29th May 2014 posted in Home Lifestyle Sellers

Buying a home is a pretty big investment, but the chances are that at some point you are going to want to sell it on. It is therefore very important to make sure that you look after all aspects of it while you are living there.

When you do decide to sell your home, you will most likely be hoping to sell it on for more than you bought it for and make a profit on it. There are lots of different ways to add value to your home, but what about the things you could do that unintentionally devalue it?

Think Ahead

When you buy a house it is very easy to think about the here and now, but what about the area the property is in? There are many different circumstances outside of your control that could really bring down the value of a home.

Do your research and find out what the future plans are for an area – power lines, train tracks and main roads can all actually devalue your property by as much as 15%, regardless of what other improvements you might have made.

Regular Maintenance

With work, family, friends and hobbies to keep up with, often maintaining your home can be at the bottom of the to-do list and get completely forgotten. Your house may be perfect when you move in, but it won’t stay like that unless you look after it.

There are some really bad things that can happen to your home, such as cracks in the walls, blocked gutters and damaged roofs, and all of them could potentially devalue your house by thousands of pounds, so make you deal with any situations as soon as they arise.

Unwanted Kitchens

The kitchen is usually the most important room in a house, but unfortunately it is also a room that can make or break a house sale.
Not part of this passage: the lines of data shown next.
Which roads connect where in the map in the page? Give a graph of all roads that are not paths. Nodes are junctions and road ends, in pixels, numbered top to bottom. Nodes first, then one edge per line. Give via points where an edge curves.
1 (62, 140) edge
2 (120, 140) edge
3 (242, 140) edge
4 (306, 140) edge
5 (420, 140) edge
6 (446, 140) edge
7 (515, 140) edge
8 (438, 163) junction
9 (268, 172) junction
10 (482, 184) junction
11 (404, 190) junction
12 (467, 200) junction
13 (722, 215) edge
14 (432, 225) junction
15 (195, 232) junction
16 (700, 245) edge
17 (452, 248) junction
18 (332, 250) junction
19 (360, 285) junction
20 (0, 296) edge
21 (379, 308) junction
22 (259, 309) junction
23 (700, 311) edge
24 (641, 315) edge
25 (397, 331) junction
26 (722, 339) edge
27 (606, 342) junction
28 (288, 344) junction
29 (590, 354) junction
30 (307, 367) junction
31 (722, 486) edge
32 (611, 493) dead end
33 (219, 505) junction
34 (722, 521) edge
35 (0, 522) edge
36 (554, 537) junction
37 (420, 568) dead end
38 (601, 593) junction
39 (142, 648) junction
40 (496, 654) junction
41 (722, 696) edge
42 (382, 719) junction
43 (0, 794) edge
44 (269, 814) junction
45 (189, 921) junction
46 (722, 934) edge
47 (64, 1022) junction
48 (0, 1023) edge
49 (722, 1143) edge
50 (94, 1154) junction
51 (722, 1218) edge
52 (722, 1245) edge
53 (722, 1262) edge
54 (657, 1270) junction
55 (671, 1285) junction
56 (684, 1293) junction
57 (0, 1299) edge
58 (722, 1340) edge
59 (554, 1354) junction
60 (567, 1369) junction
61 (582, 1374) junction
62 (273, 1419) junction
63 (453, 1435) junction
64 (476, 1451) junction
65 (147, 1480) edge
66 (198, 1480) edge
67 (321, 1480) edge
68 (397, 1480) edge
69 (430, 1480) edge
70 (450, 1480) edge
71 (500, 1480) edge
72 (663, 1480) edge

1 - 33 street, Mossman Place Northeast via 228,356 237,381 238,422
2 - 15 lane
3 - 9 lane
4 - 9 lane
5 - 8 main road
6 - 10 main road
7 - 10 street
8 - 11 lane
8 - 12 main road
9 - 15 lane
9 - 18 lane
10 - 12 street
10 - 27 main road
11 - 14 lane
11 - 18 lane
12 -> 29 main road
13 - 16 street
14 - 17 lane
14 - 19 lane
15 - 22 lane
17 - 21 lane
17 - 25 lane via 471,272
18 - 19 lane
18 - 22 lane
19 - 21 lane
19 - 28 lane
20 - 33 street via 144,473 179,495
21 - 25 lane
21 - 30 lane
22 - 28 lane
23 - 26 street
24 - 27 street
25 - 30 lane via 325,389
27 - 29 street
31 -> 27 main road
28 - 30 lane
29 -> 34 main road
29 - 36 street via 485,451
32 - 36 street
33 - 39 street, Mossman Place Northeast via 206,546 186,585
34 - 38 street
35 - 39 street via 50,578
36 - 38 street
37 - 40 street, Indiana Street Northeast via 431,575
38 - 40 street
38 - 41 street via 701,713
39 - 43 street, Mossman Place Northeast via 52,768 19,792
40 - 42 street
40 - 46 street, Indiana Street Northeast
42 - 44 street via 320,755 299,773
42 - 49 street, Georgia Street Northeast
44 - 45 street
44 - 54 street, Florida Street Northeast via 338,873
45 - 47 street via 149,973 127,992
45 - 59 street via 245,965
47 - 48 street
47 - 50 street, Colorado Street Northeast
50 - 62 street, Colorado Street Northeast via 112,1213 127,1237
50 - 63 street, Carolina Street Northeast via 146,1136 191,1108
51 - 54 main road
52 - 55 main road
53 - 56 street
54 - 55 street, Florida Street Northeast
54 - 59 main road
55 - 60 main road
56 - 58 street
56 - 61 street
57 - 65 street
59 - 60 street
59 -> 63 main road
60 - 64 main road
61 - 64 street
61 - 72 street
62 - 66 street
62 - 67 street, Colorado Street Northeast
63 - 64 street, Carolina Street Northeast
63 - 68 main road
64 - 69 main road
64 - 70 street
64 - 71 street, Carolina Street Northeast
You may have your kitchen set up just how you want it, with timbers across the roof and a breakfast bar in place of a table, but unfortunately that might not be what a potential buyer could be after.

If someone feels that they are going to have to re-do the entire kitchen, it could knock over £10,000 off the value of your home. The best thing to do is have a simple open plan kitchen-diner and decorate in neutral colours. This way only small changes need to be made and the room already looks as spacious as possible.


You may think of yourself as a bit of a DIY specialist, but botched plastering or messy painting will really devalue your property and just make viewers think about how much it will cost to cover up all your amateur efforts.

If you have any problems in your home, then just use the internet to find a reasonably priced handyman. Having any renovations or decorations done by an expert will keep your property in top shape and make sure buyers don’t start knocking pounds off the price in their heads.

Colour Carefully

The one problem when it comes to colours is that everyone has a different idea of what works and what doesn’t. Having a bright pink room in your sitting room may brighten it up and work for you, but it could be someone else’s worst nightmare.

Another problem with bright and intense colours is that they can be hard to paint over and take time to bring back to neutral, thus devaluing your home. Try and make sure all the colours in your home are unoffending and you should retain your home’s value.

Curb Appeal

The exterior of a house is often overlooked, but curb appeal is so important when it comes to selling a house. Often viewers can be put off just from the walk up to your front door.

Make a good first impression from the beginning, as not all viewers may be willing to ignore overgrown shrubs and broken paving stones, so it could be the difference between selling your home for the asking price and struggling with it on the market for months.